**TASK DIRECTIONS:** Repeat all of the records verbatim.

**DATASET ENTRIES:**
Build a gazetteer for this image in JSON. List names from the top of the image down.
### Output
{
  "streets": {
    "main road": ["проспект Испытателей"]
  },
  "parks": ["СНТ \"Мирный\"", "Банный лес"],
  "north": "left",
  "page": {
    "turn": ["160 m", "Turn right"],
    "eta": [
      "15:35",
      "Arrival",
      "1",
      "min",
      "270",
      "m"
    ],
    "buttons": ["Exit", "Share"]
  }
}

**SOLUTION FOR THIS PROBLEM:**
Build a gazetteer for this image in JSON. List names from the top of the image down.
### Output
{
  "streets": {
    "main road": ["проспект Испытателей"]
  },
  "parks": ["СНТ \"Мирный\"", "Банный лес"],
  "north": "left",
  "page": {
    "turn": ["160 m", "Turn right"],
    "eta": [
      "15:35",
      "Arrival",
      "1",
      "min",
      "270",
      "m"
    ],
    "buttons": ["Exit", "Share"]
  }
}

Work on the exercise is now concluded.